Term Limits, Please
(Printed in the Towanda Daily Review on 12/28/95.)
Editor: "Politics is broken," was the reason that Senator Bill Bradley gave for his decision to retire when the current session of the U.S. Congress ends. But I disagree with the Senator. Politics and politicians at the state and federal level are operating exactly as expected. However noble or benevolent or honest are the intentions of a fledgling politician, they will be corrupted by our current system. I will explain, then offer a solution.

Our political leaders are selected from the only source available -- us. Those who are ultimately elected must expend large financial sums and make significant personal sacrifices to do so. Thus it seems reasonable to assume that they go into political life willingly. The significance here is that our political leaders are chosen not from some magical pool of benevolent visionaries, but from a pool of self-proclaimed visionaries who happen to have or know how to get the necessary funding, and are more articulate and charismatic than their opponents. The result is the election of someone who is perceived to be the best leader by the majority of voters. Note that 'best' and 'perceived to be the best' are not necessarily the same.
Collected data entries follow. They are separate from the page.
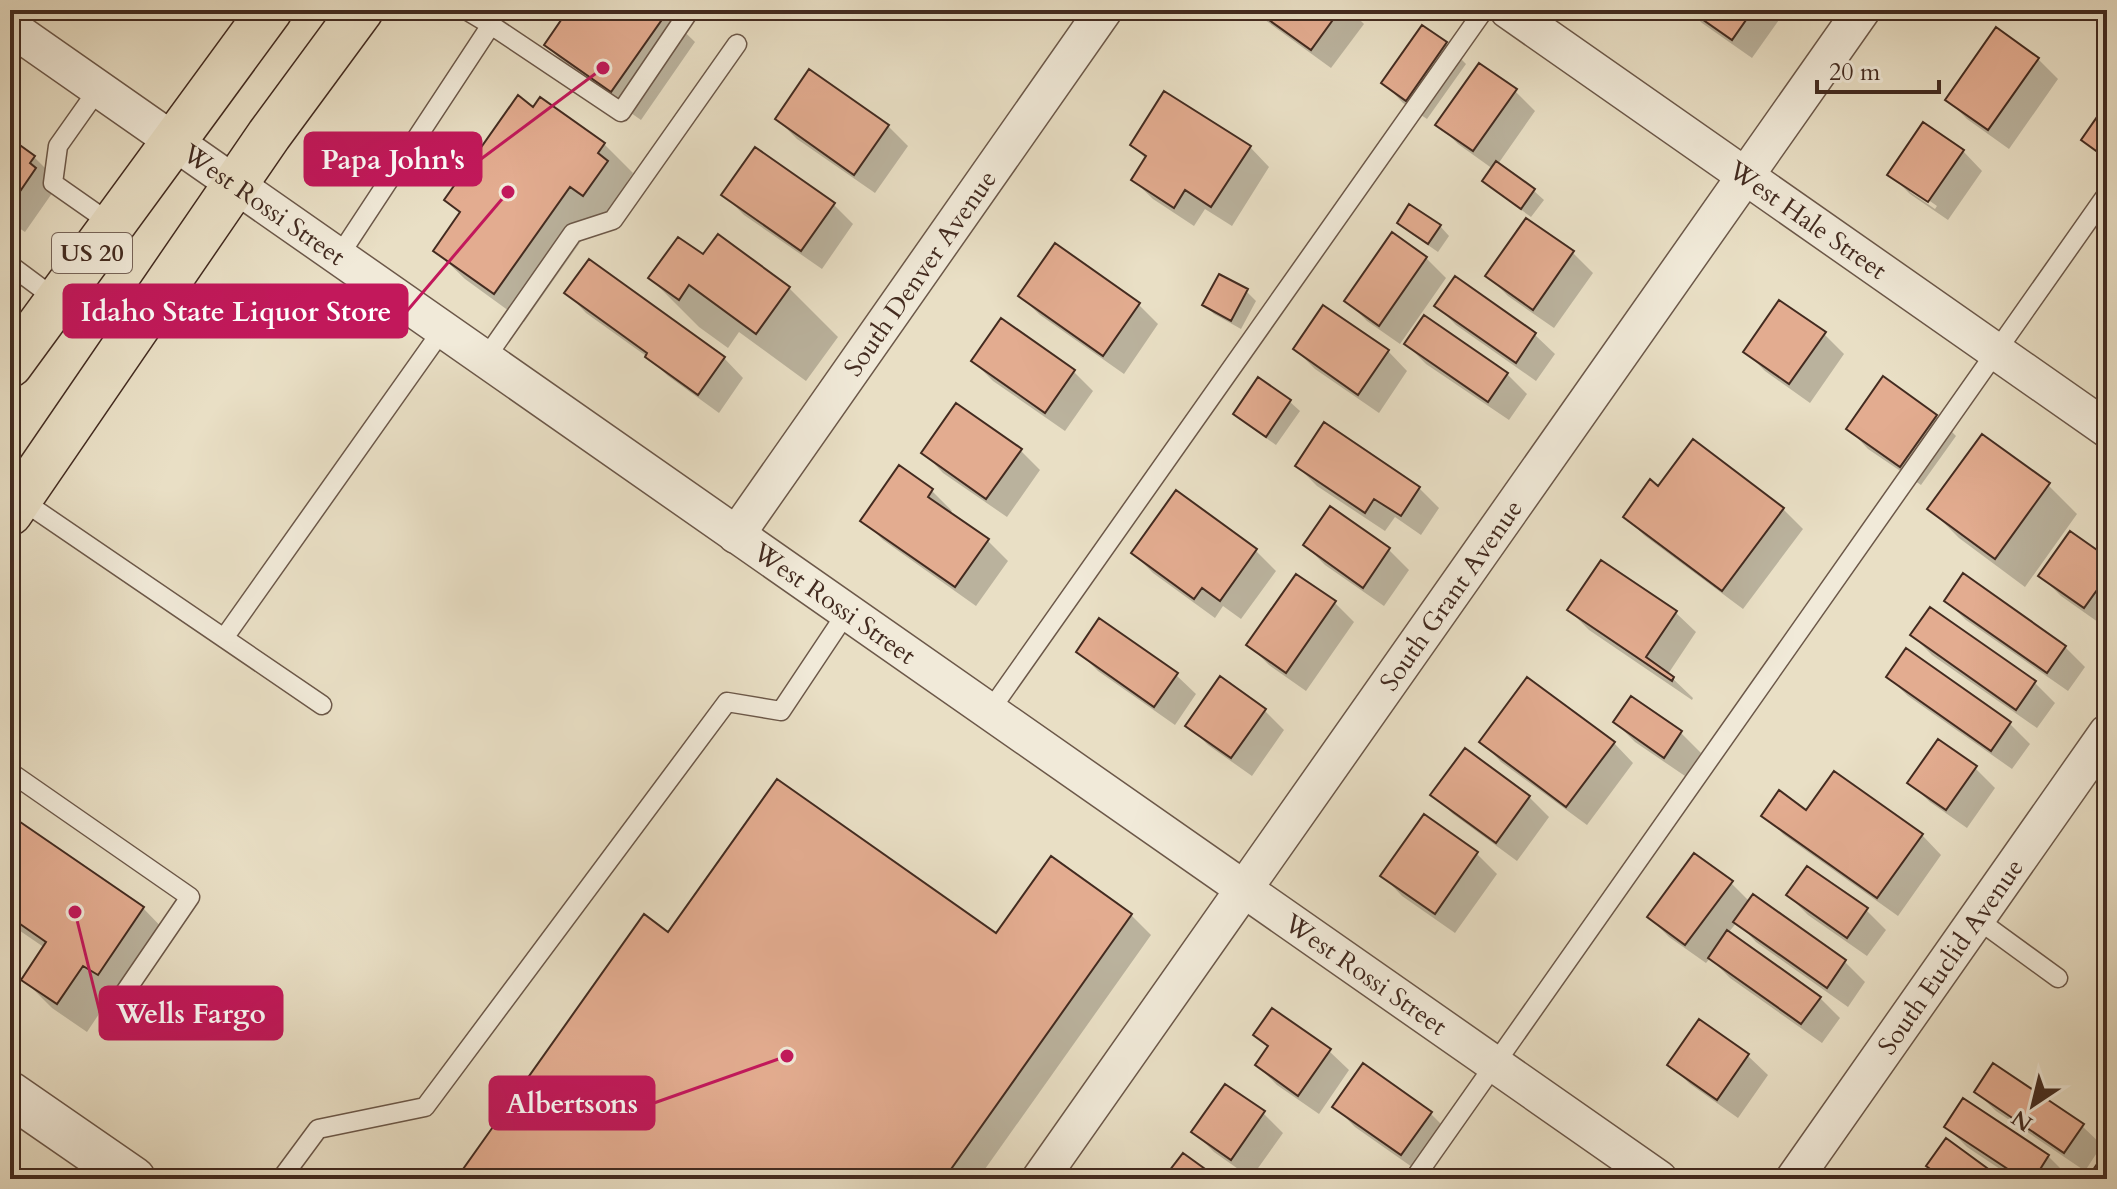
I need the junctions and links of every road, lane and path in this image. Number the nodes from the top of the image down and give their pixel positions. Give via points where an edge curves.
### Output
1 (270, 10) edge
2 (361, 10) edge
3 (466, 10) edge
4 (690, 10) edge
5 (1104, 10) edge
6 (1484, 10) edge
7 (1508, 10) edge
8 (1862, 10) edge
9 (491, 25) junction
10 (10, 27) edge
11 (737, 44) dead end
12 (99, 88) junction
13 (174, 140) junction
14 (1746, 176) junction
15 (237, 184) junction
16 (2107, 194) edge
17 (113, 225) junction
18 (339, 256) junction
19 (10, 265) edge
20 (57, 300) junction
21 (443, 329) junction
22 (1997, 352) junction
23 (485, 359) junction
24 (10, 365) edge
25 (2107, 429) edge
26 (15, 506) edge
27 (736, 535) junction
28 (847, 612) junction
29 (224, 638) junction
30 (322, 705) dead end
31 (989, 712) junction
32 (2107, 733) edge
33 (10, 772) edge
34 (1243, 888) junction
35 (1977, 919) junction
36 (2058, 978) dead end
37 (123, 995) dead end
38 (1495, 1065) junction
39 (10, 1094) edge
40 (133, 1179) edge
41 (281, 1179) edge
42 (1040, 1179) edge
43 (1414, 1179) edge
44 (1659, 1179) edge
45 (1794, 1179) edge

1 - 13 main road, US 20
2 - 15 main road, US 20
3 - 9 lane
4 - 9 lane via 621,112
5 - 27 street, South Denver Avenue
6 - 31 lane
7 - 14 street, West Hale Street
8 - 14 street, South Grant Avenue
9 - 18 lane
10 - 12 street, West Rossi Street
11 - 23 lane via 613,220 573,233
12 - 13 street, West Rossi Street
12 - 17 lane via 58,146 53,183
13 - 15 street, West Rossi Street
13 - 17 main road, US 20
14 - 22 street, West Hale Street
14 - 34 street, South Grant Avenue
15 - 18 street, West Rossi Street
15 - 26 main road, US 20
16 - 22 lane
17 - 20 main road, US 20
18 - 21 street, West Rossi Street
19 - 20 lane
20 - 24 main road, US 20
21 - 23 street, West Rossi Street
21 - 29 lane
22 - 25 street, West Hale Street
22 - 38 lane
23 - 27 street, West Rossi Street
26 - 29 lane
27 - 28 street, West Rossi Street
28 - 31 street, West Rossi Street
28 - 41 lane via 781,711 727,702 425,1107 318,1129
29 - 30 lane
31 - 34 street, West Rossi Street
32 - 35 street, South Euclid Avenue
33 - 37 lane via 190,897
34 - 38 street, West Rossi Street
34 - 42 street, South Grant Avenue
35 - 36 lane
35 - 45 street, South Euclid Avenue
38 - 43 lane
38 - 44 street, West Rossi Street
39 - 40 street

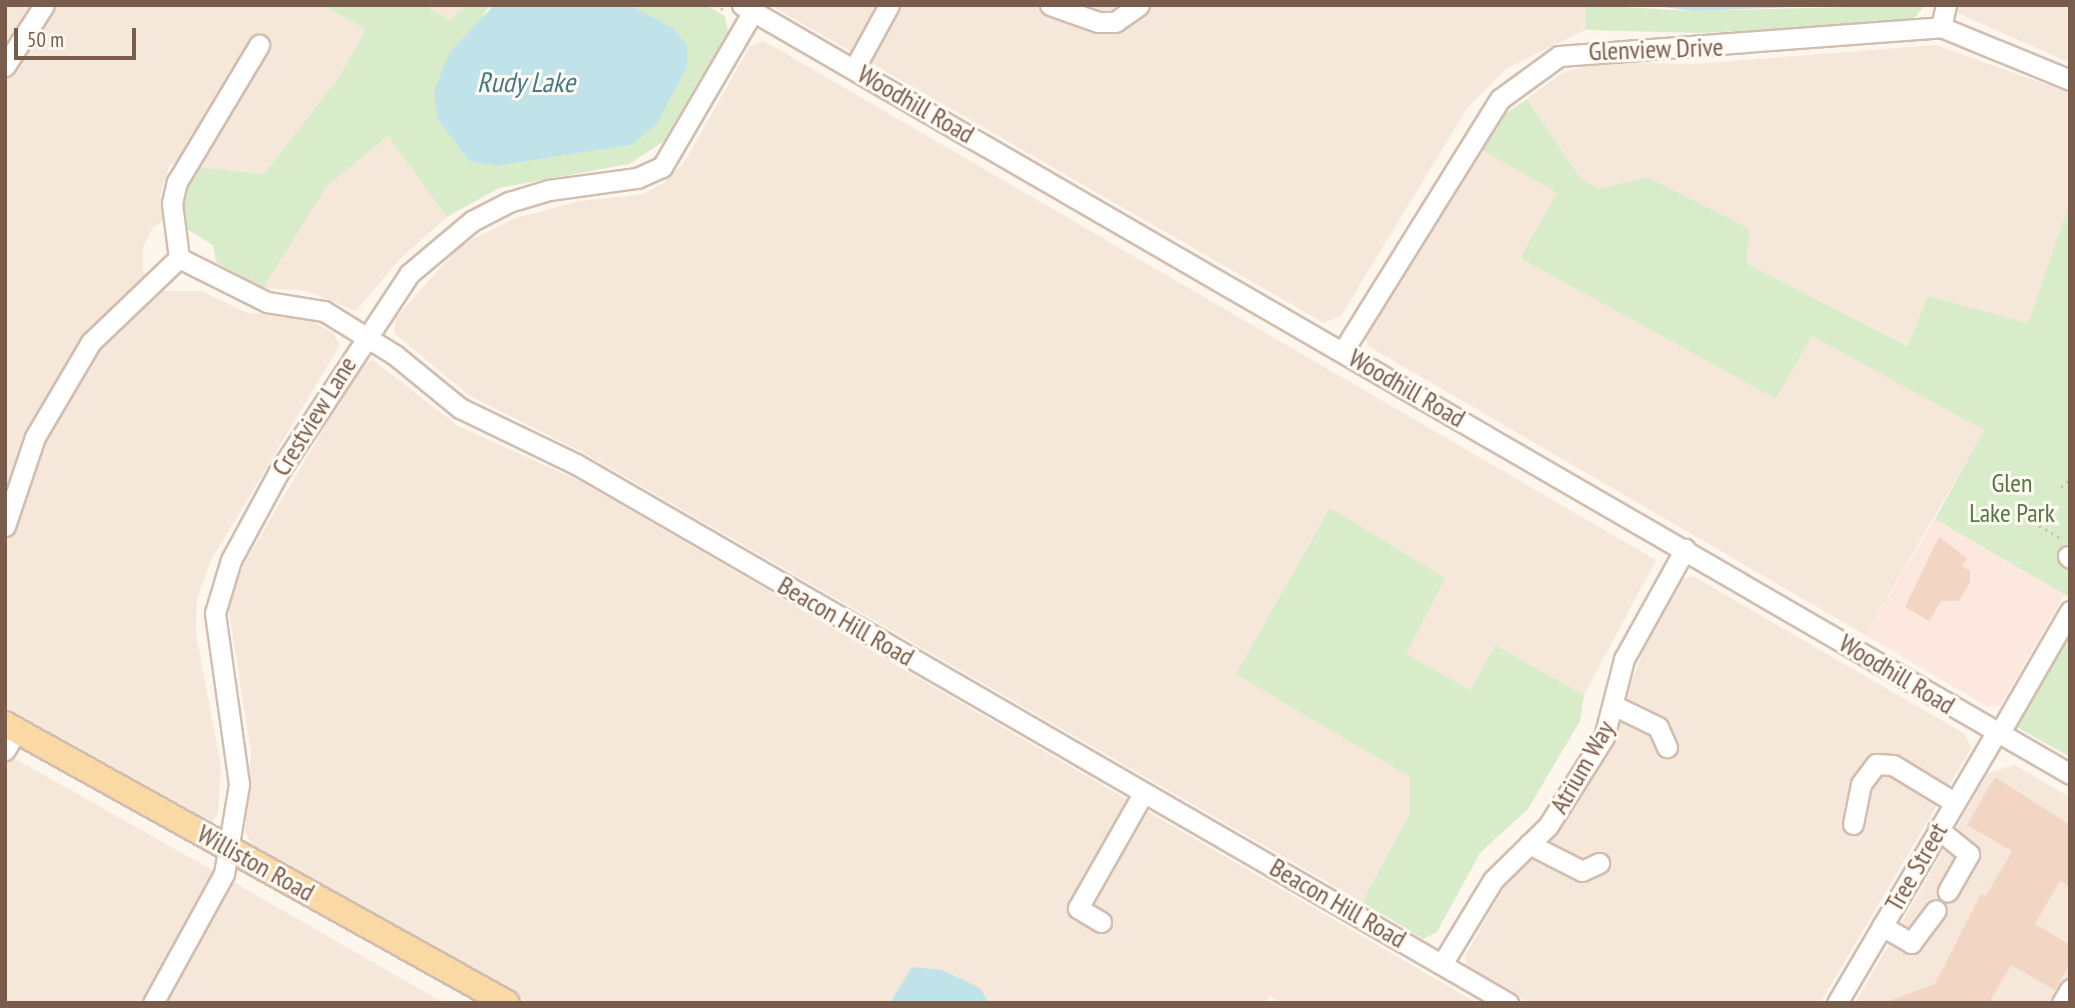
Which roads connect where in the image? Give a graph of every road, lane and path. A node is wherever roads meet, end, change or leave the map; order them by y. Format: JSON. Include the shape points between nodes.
{"nodes":[{"id":1,"x":44,"y":5,"type":"edge"},
{"id":2,"x":889,"y":5,"type":"edge"},
{"id":3,"x":1050,"y":5,"type":"edge"},
{"id":4,"x":1139,"y":5,"type":"edge"},
{"id":5,"x":1946,"y":5,"type":"edge"},
{"id":6,"x":748,"y":8,"type":"edge"},
{"id":7,"x":1941,"y":27,"type":"junction"},
{"id":8,"x":258,"y":45,"type":"dead end"},
{"id":9,"x":5,"y":66,"type":"edge"},
{"id":10,"x":855,"y":69,"type":"junction"},
{"id":11,"x":2070,"y":80,"type":"edge"},
{"id":12,"x":179,"y":258,"type":"junction"},
{"id":13,"x":364,"y":335,"type":"junction"},
{"id":14,"x":1343,"y":351,"type":"junction"},
{"id":15,"x":2070,"y":479,"type":"edge"},
{"id":16,"x":2061,"y":486,"type":"dead end"},
{"id":17,"x":2027,"y":519,"type":"dead end"},
{"id":18,"x":5,"y":526,"type":"edge"},
{"id":19,"x":1685,"y":549,"type":"junction"},
{"id":20,"x":2069,"y":552,"type":"edge"},
{"id":21,"x":2070,"y":611,"type":"edge"},
{"id":22,"x":1615,"y":706,"type":"junction"},
{"id":23,"x":1997,"y":733,"type":"junction"},
{"id":24,"x":9,"y":735,"type":"edge"},
{"id":25,"x":1667,"y":747,"type":"dead end"},
{"id":26,"x":2070,"y":774,"type":"edge"},
{"id":27,"x":1143,"y":792,"type":"junction"},
{"id":28,"x":1954,"y":802,"type":"junction"},
{"id":29,"x":1853,"y":824,"type":"dead end"},
{"id":30,"x":1938,"y":829,"type":"junction"},
{"id":31,"x":1529,"y":844,"type":"junction"},
{"id":32,"x":229,"y":849,"type":"junction"},
{"id":33,"x":1599,"y":863,"type":"dead end"},
{"id":34,"x":1948,"y":891,"type":"dead end"},
{"id":35,"x":1936,"y":910,"type":"dead end"},
{"id":36,"x":1101,"y":922,"type":"dead end"},
{"id":37,"x":1882,"y":926,"type":"junction"},
{"id":38,"x":1442,"y":964,"type":"junction"},
{"id":39,"x":2070,"y":989,"type":"edge"},
{"id":40,"x":153,"y":1003,"type":"edge"},
{"id":41,"x":507,"y":1003,"type":"edge"},
{"id":42,"x":1508,"y":1003,"type":"edge"},
{"id":43,"x":1837,"y":1003,"type":"edge"},
{"id":44,"x":2062,"y":1003,"type":"edge"}],
"edges":[{"from":1,"to":9,"type":"street"},
{"from":2,"to":10,"type":"street"},
{"from":3,"to":4,"type":"street","via":[[1115,22]]},
{"from":5,"to":7,"type":"street"},
{"from":6,"to":10,"type":"street","name":"Woodhill Road"},
{"from":6,"to":13,"type":"street","name":"Crestview Lane","via":[[662,167],[637,178],[549,190],[472,222],[409,274]]},
{"from":7,"to":11,"type":"street","name":"Glenview Drive"},
{"from":7,"to":14,"type":"street","name":"Glenview Drive","via":[[1559,56],[1500,99]]},
{"from":8,"to":12,"type":"street","via":[[177,182],[172,203]]},
{"from":10,"to":14,"type":"street","name":"Woodhill Road"},
{"from":12,"to":13,"type":"street","name":"Beacon Hill Road","via":[[267,302],[324,311]]},
{"from":12,"to":18,"type":"street","via":[[90,342],[35,437]]},
{"from":13,"to":27,"type":"street","name":"Beacon Hill Road","via":[[460,408],[576,464]]},
{"from":13,"to":32,"type":"street","name":"Crestview Lane","via":[[278,472],[220,586],[217,642],[239,784]]},
{"from":14,"to":19,"type":"street","name":"Woodhill Road"},
{"from":15,"to":16,"type":"path"},
{"from":17,"to":20,"type":"path"},
{"from":19,"to":22,"type":"street","name":"Atrium Way","via":[[1625,659]]},
{"from":19,"to":23,"type":"street","name":"Woodhill Road"},
{"from":21,"to":23,"type":"street","name":"Tree Street"},
{"from":22,"to":25,"type":"street","via":[[1658,727]]},
{"from":22,"to":31,"type":"street","name":"Atrium Way","via":[[1563,804]]},
{"from":23,"to":26,"type":"street","name":"Woodhill Road"},
{"from":23,"to":28,"type":"street","name":"Tree Street"},
{"from":24,"to":32,"type":"main road","name":"Williston Road"},
{"from":27,"to":36,"type":"street","via":[[1078,908]]},
{"from":27,"to":38,"type":"street","name":"Beacon Hill Road"},
{"from":28,"to":29,"type":"street","via":[[1893,765],[1876,764],[1861,784]]},
{"from":28,"to":30,"type":"street","name":"Tree Street"},
{"from":30,"to":34,"type":"street","via":[[1969,854]]},
{"from":30,"to":37,"type":"street","name":"Tree Street"},
{"from":31,"to":33,"type":"street","via":[[1582,871]]},
{"from":31,"to":38,"type":"street","name":"Atrium Way","via":[[1493,880]]},
{"from":32,"to":40,"type":"street","name":"Crestview Lane","via":[[224,874]]},
{"from":32,"to":41,"type":"main road","name":"Williston Road"},
{"from":35,"to":37,"type":"street","via":[[1911,943]]},
{"from":37,"to":43,"type":"street","name":"Tree Street"},
{"from":38,"to":42,"type":"street","name":"Beacon Hill Road"},
{"from":39,"to":44,"type":"street"}]}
Once in office, the original platform of the official is, or should be, the main priority. I believe that most politicians want to improve our situation and begin with the best intentions. However, only a very small percentage can be described as benevolent visionaries capable of positively changing our lives over the long term. Most are ineffective except at creating an image of being effective.

While in office, and after discovering the momentum of the established bureaucracy, the official most likely will decide that the only way to shift the establishment is gradually, which requires time, which puts a new perspective on reelection, which requires money.

There are many sources of funding for politicians. Some are illegal as witnessed by the recent plight of Ernie Preate. Some are controversial judging from the ongoing investigations of Newt Gingerich. There are numerous other examples. Even if legal, any funding comes with requirements. Special Interest Groups and Lobbyists spend millions to further their agendas. Completely unattached funding is non-existent and stipulations may not necessarily be in the long-term interests of the people.

Thus, it is difficult and expensive to get elected. Once there, however, the incentives of power and prestige seduce mere mortals quite easily. Since incumbency is a tremendous advantage in an election, the priority becomes maintaining it. And the cycle starts. Most of our multi-term officials are experts at one thing -- getting reelected.

My solution is to eliminate reelections and limit terms to four or six years. This will have no effect on ineffective leaders getting elected, but it will prevent them from blocking the rare visionary, and punctuate unending mediocrity with occasional brilliance. This will also have no effect on graft and corruption, but it will spread it around a little more uniformly.